Resources for Lab 2

Practice:

  • Download the employees.xlsx.
  • Create an R Project where to analyse the employees.xlsx dataset and move the xlsxfile within to the project directory.
  • Get the path to the data using the here() function.
  • Import the dataset in R with the read_xlsx() function.
  • How many observations are collected in the dataset? Use the dim() function.

  • What’s the average salary in the company? Use either the function mean()or summary()

  • Use filter() and arrange() to show who are the three top earners in the I.T department.

  • Use group_by(), summarise() and median() to get the median salary in the I.T. department.

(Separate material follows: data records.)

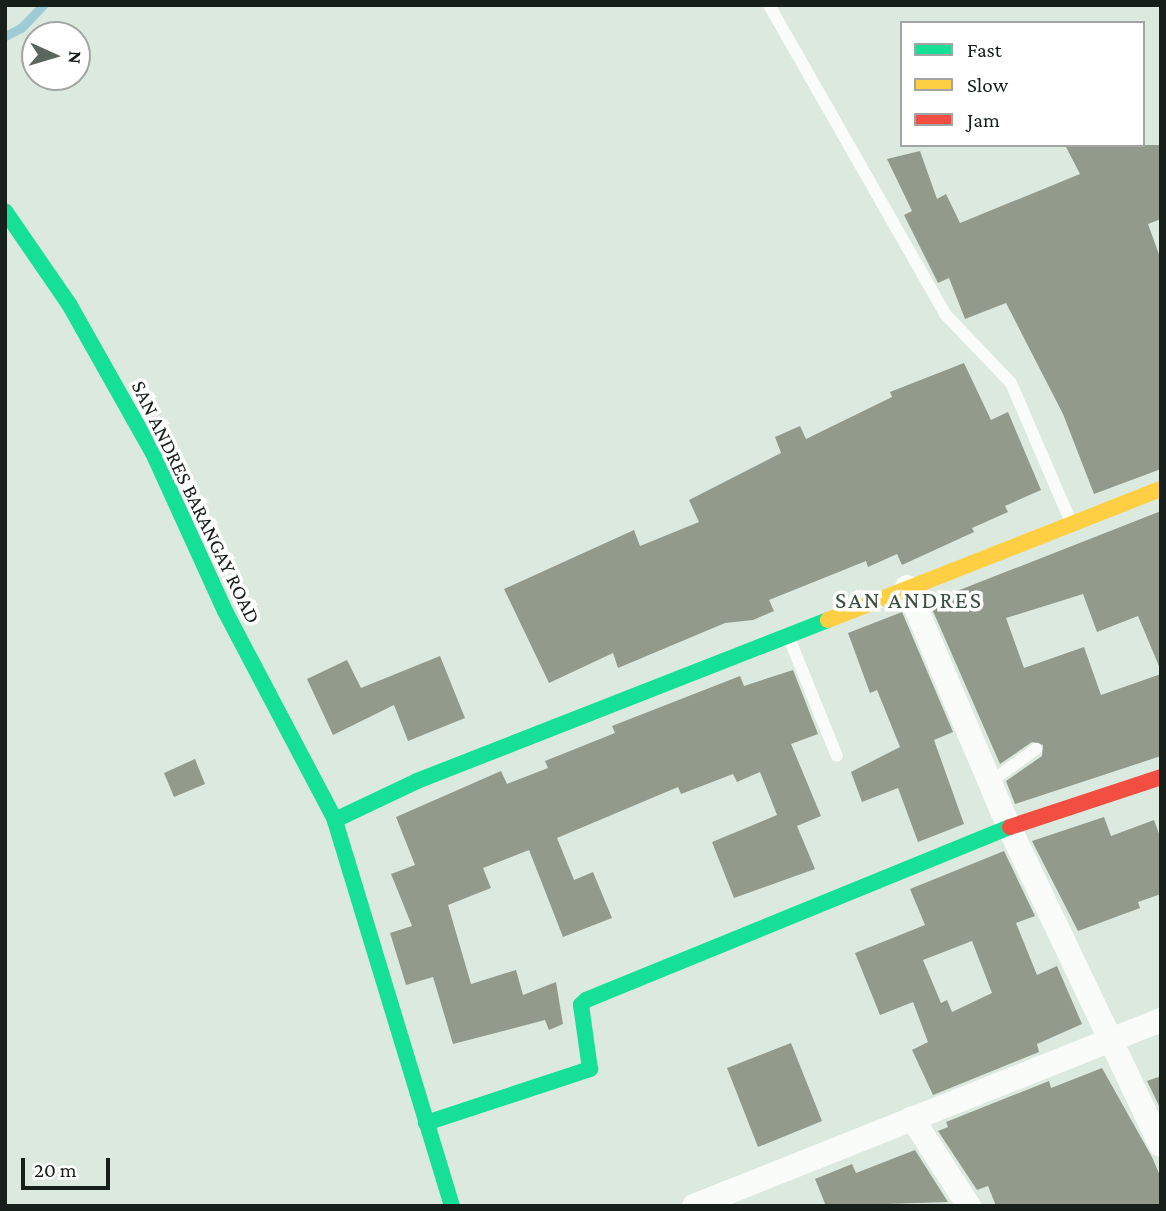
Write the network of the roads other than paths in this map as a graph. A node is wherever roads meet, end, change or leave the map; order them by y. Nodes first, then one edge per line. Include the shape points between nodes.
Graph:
1 (769, 5) edge
2 (5, 211) edge
3 (1161, 489) edge
4 (1071, 523) junction
5 (907, 587) junction
6 (788, 635) junction
7 (1036, 749) dead end
8 (837, 756) dead end
9 (1161, 777) edge
10 (990, 782) junction
11 (335, 820) junction
12 (1009, 827) junction
13 (1161, 1020) edge
14 (1107, 1040) junction
15 (912, 1118) junction
16 (426, 1123) junction
17 (1161, 1145) edge
18 (452, 1206) edge
19 (694, 1206) edge
20 (969, 1206) edge

1 - 4 lane via 945,314 1011,383
2 - 11 street, SAN ANDRES BARANGAY ROAD via 69,304 153,453 225,611
3 - 4 street
4 - 5 street
5 - 6 street
5 - 10 street
6 - 8 lane
6 - 11 street via 417,781
7 - 10 lane
9 - 12 street
10 - 12 street
11 - 16 street, SAN ANDRES BARANGAY ROAD
12 - 14 street
12 - 16 street via 586,1000 581,1009 590,1069
13 - 14 street
14 - 15 street
14 - 17 street
15 - 19 street
15 - 20 street
16 - 18 street, SAN ANDRES BARANGAY ROAD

Construct a scatterplot for salary and seniority, colored by department. Store it in my_plot. Try adding a theme to the plot, for example:

my_plot + theme_minimal()

What happens?

  • Use labs() to modify the labels of the plot. For example:
my_plot + theme_minimal() + labs(x="Seniority (years)")
  • How many employees have just been hired in the company?

  • How many employees have just been hired in the I.T. department?

  • Compute the average salary of employees from the Finance department with at least 8 years seniority.

Compute a summary table where you report:

  • the median salary by department (using the function median()),

  • the number of employees by department (using the function n()),

  • the number of new hired by department.

Save it as an excel file via the write_xlsx() function.

Given the summary table in the previous exercise, reproduce the following bar plot of the median salary by department (hint: use geom_col()).

You have to create an Excel file where employees from different department are collected in different sheets.

In R, you can create multi-sheets Excel files by feeding write_xlsx() with a list of datasets. Assume you stored the original dataset in the object dt. Now, try running

my_departments <- split(dt, dt$department)
  • What does the split()function do? Run ?split() to read the documentation.

  • What kind of object is stored in my_departments? Run typeof(my_departments) to investigate.

  • Feed write_xlsx() with my_departmentsto create a multi-sheet Excel file.